Extracted records:

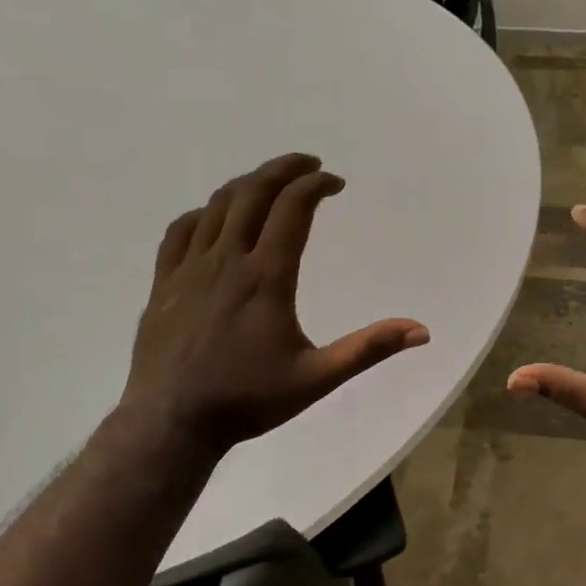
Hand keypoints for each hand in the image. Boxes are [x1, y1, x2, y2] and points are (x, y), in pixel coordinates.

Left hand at [116, 153, 428, 458]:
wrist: (172, 421)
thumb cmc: (248, 399)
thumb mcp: (317, 378)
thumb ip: (368, 349)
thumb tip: (421, 331)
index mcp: (266, 277)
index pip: (293, 208)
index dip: (316, 185)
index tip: (336, 183)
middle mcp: (227, 259)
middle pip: (254, 192)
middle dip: (284, 168)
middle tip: (308, 164)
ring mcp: (190, 268)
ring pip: (217, 205)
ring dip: (248, 184)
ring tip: (270, 183)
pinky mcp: (164, 282)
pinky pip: (181, 230)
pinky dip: (205, 212)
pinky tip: (215, 218)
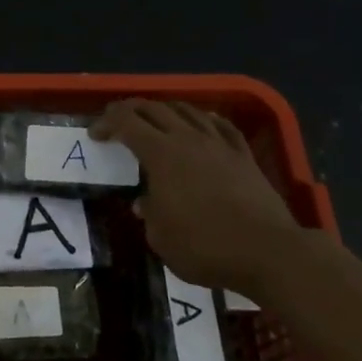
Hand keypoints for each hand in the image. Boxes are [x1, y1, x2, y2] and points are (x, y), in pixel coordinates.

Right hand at [92, 100, 295, 289]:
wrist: (266, 251)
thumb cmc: (204, 246)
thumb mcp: (161, 237)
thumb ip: (149, 213)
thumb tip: (146, 202)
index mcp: (161, 155)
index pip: (127, 124)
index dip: (107, 123)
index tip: (95, 134)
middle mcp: (188, 140)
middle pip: (155, 109)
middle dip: (131, 110)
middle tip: (117, 119)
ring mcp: (219, 145)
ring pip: (188, 111)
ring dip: (166, 110)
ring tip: (156, 119)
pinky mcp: (244, 156)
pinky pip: (221, 126)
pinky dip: (204, 119)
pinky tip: (202, 124)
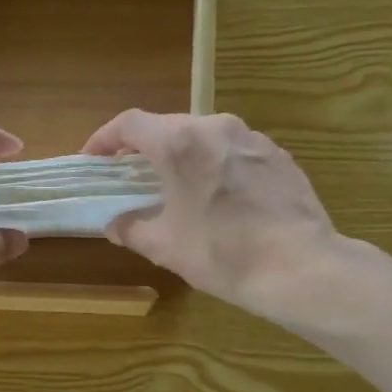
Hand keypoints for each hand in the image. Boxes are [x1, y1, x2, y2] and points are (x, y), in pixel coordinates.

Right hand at [83, 110, 337, 312]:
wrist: (299, 267)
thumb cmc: (222, 253)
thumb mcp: (164, 246)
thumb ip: (131, 228)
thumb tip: (115, 224)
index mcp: (180, 143)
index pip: (129, 124)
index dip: (104, 139)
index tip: (92, 159)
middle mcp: (216, 127)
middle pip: (168, 126)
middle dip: (143, 149)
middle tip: (130, 177)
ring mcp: (253, 138)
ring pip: (204, 137)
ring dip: (181, 157)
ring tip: (175, 187)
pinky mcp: (279, 156)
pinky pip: (234, 152)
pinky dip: (214, 166)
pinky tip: (217, 199)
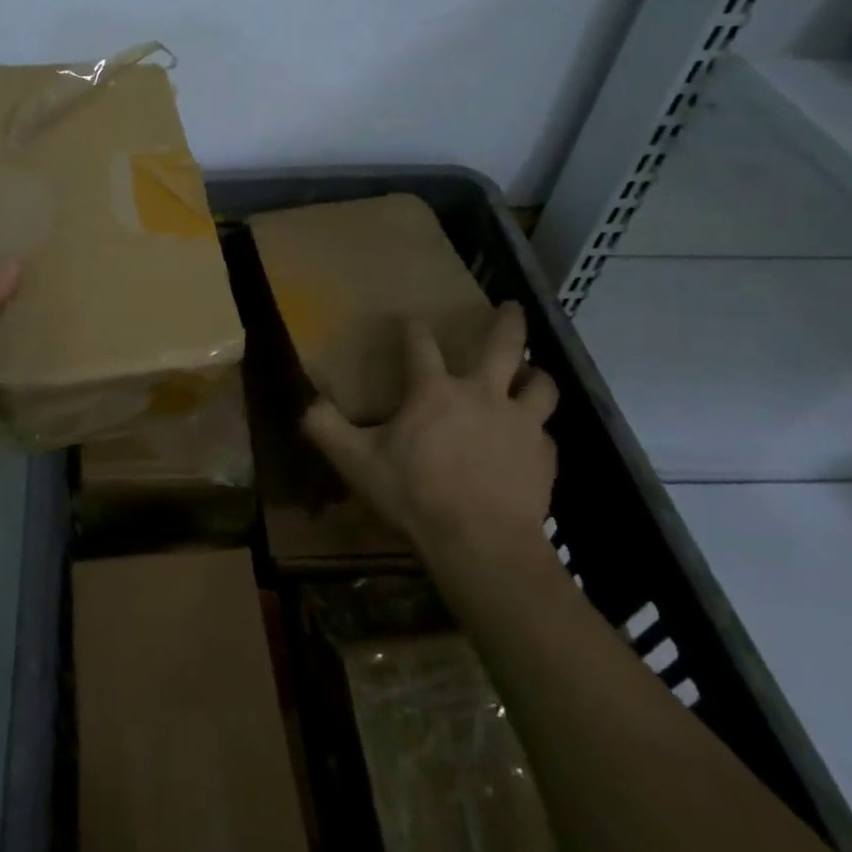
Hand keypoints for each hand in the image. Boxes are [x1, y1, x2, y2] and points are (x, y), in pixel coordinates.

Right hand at [302, 302, 558, 563]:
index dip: (413, 327)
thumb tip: (306, 402)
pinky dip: (538, 431)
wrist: (482, 545)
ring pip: (541, 384)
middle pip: (504, 345)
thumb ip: (326, 428)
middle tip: (512, 306)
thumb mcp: (356, 462)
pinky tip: (531, 441)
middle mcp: (483, 394)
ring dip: (536, 374)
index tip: (409, 319)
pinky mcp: (544, 456)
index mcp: (434, 390)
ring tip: (531, 373)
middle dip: (508, 321)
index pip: (421, 343)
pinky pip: (546, 434)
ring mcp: (520, 423)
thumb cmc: (415, 495)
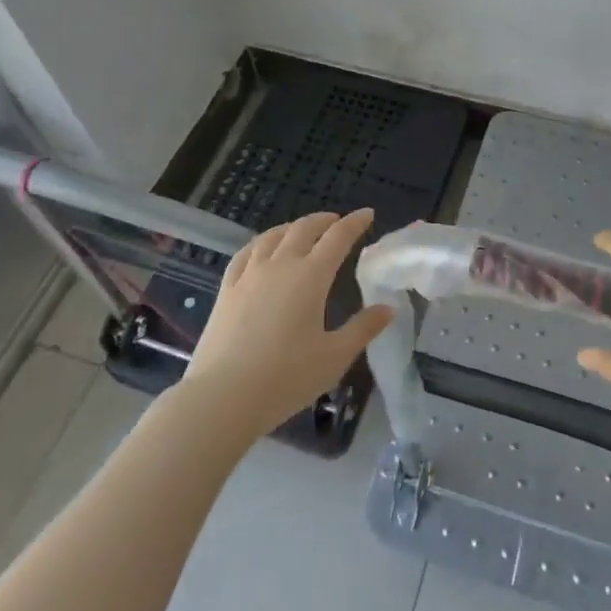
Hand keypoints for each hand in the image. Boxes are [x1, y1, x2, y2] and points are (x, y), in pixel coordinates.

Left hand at [186, 208, 393, 437]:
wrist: (222, 397)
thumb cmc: (286, 378)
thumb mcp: (334, 357)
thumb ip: (363, 329)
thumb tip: (388, 308)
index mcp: (311, 276)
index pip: (338, 237)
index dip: (355, 223)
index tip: (367, 213)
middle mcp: (281, 265)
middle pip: (304, 229)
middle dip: (324, 220)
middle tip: (337, 221)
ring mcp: (250, 275)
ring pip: (273, 236)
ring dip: (292, 227)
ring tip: (302, 229)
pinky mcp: (226, 290)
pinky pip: (245, 253)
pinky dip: (260, 242)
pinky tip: (261, 248)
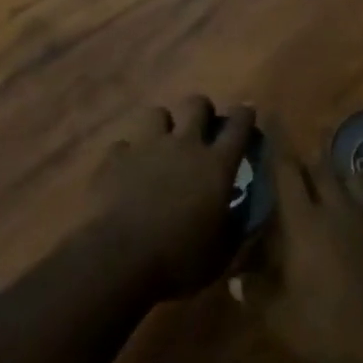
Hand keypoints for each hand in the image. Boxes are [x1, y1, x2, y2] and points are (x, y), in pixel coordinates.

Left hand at [87, 97, 255, 301]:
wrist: (120, 258)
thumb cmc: (180, 258)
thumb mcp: (221, 252)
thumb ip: (234, 227)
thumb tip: (241, 215)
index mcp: (216, 166)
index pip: (238, 126)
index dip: (244, 115)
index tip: (246, 112)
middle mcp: (184, 145)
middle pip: (196, 104)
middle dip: (201, 110)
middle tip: (201, 127)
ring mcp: (147, 146)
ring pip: (157, 113)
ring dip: (162, 126)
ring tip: (160, 145)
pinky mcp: (116, 157)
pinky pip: (123, 145)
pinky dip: (127, 155)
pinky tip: (126, 171)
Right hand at [236, 137, 362, 362]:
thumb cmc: (326, 332)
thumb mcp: (278, 320)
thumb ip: (255, 294)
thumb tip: (235, 278)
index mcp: (304, 222)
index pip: (288, 171)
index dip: (279, 143)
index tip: (274, 117)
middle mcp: (339, 209)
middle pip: (324, 168)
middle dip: (313, 153)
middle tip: (306, 142)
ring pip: (357, 180)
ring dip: (343, 171)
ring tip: (337, 171)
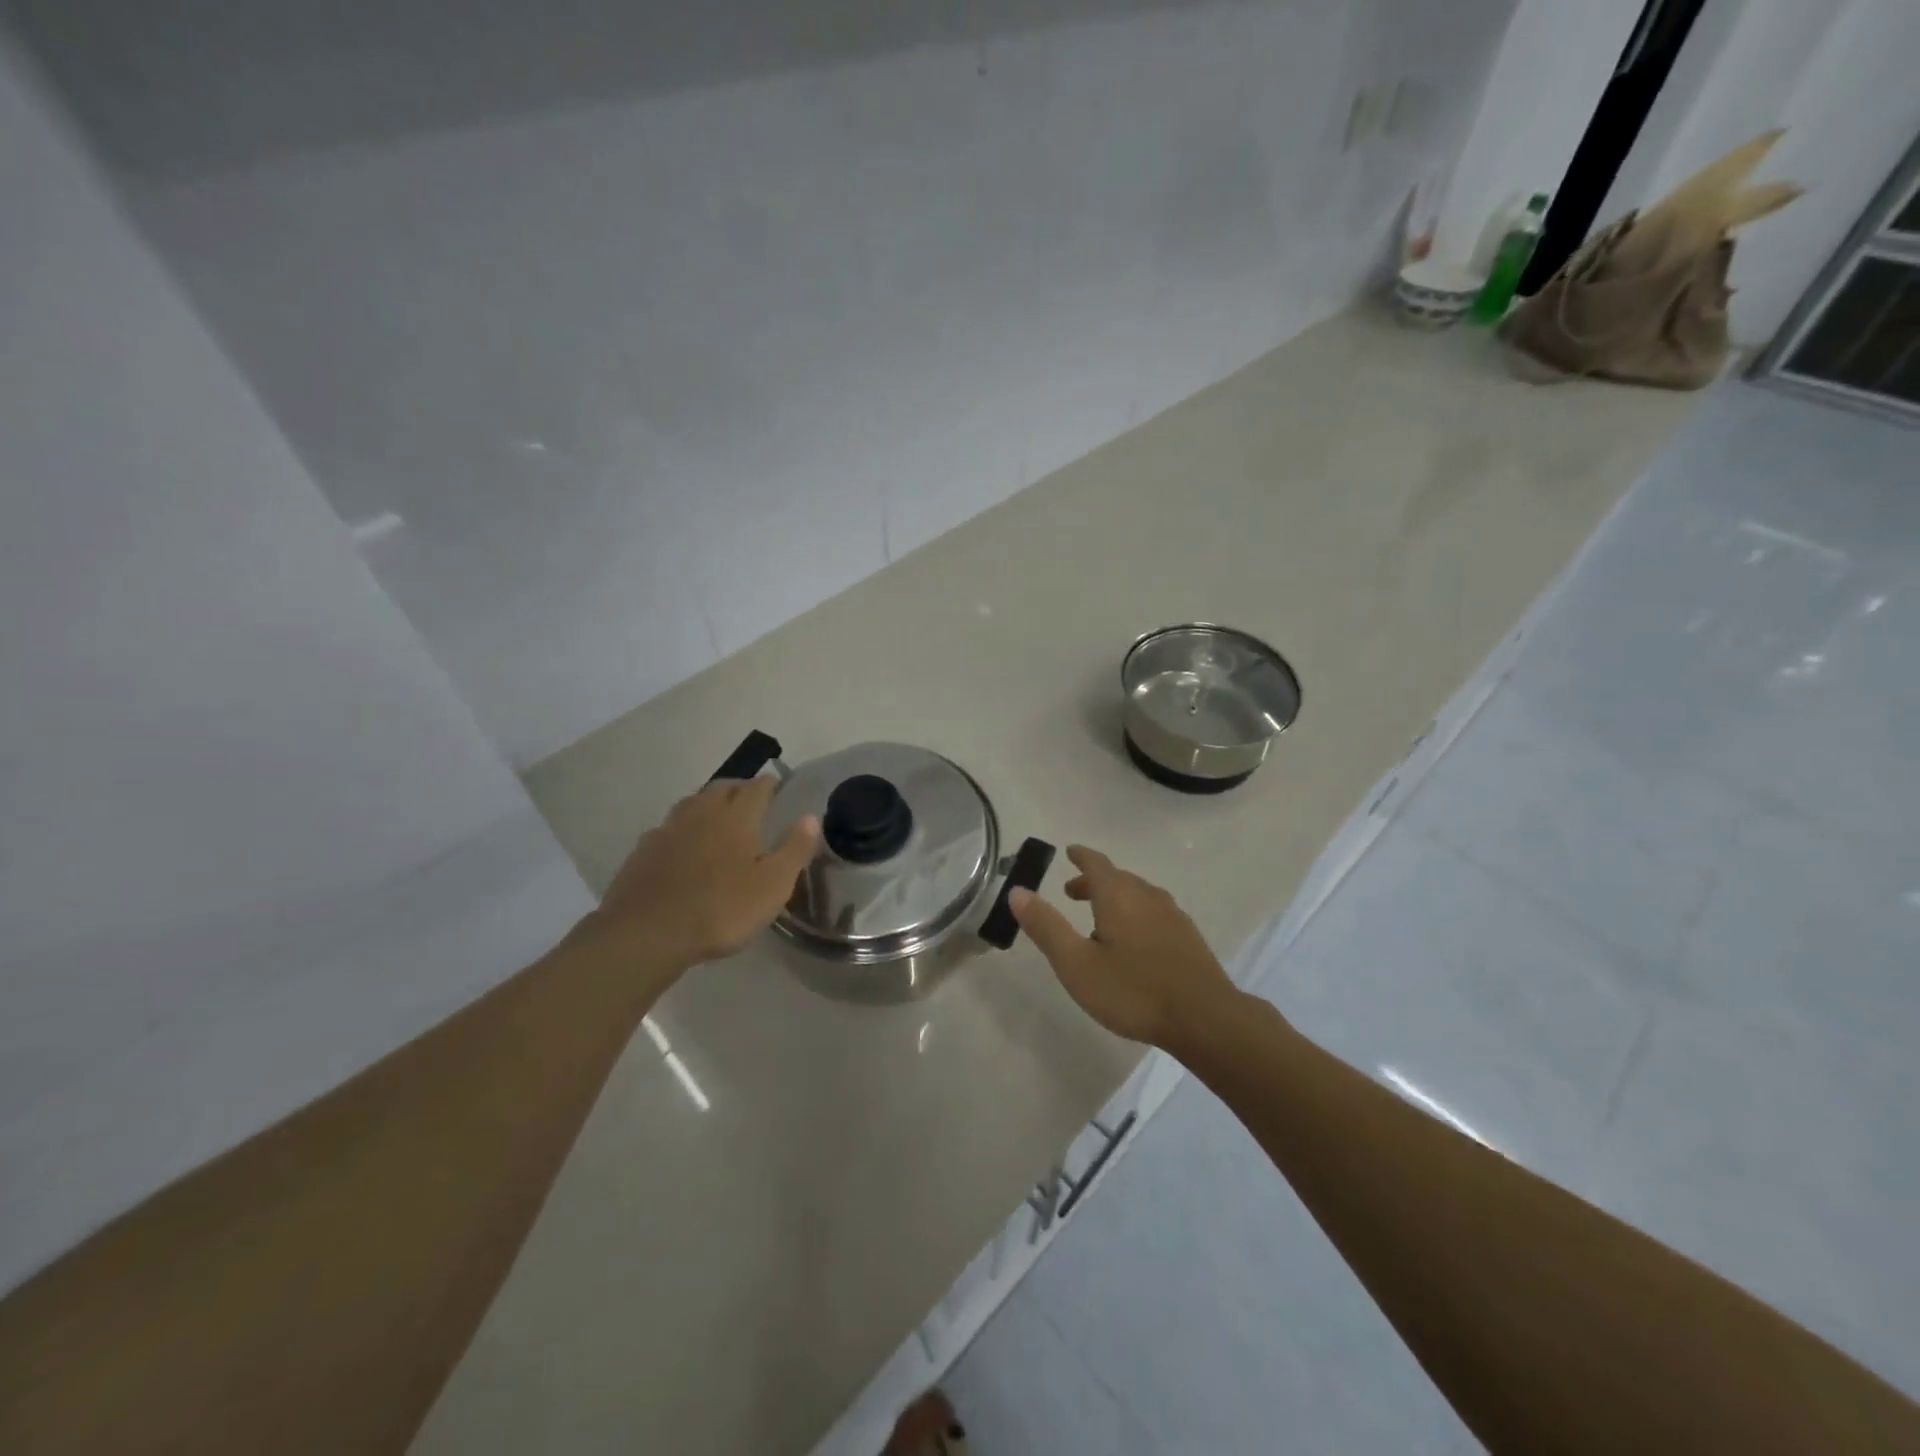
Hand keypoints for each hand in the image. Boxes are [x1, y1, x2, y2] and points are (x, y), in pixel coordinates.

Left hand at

● What this task involves
In the entries above, find the line holding "middle tip: (117, 119)" and the line holding "pinky tip: (202, 124)"; print both of them and every line between, exactly, and nothing else.

● Task answer
middle tip: (117, 119)
ring mcp: (219, 145)
ring pip: (188, 111)
ring dip: (166, 110)
ring tip: (156, 119)
pinky mcp: (244, 156)
pinky pip: (221, 126)
pinky dip: (204, 119)
pinky tip: (202, 124)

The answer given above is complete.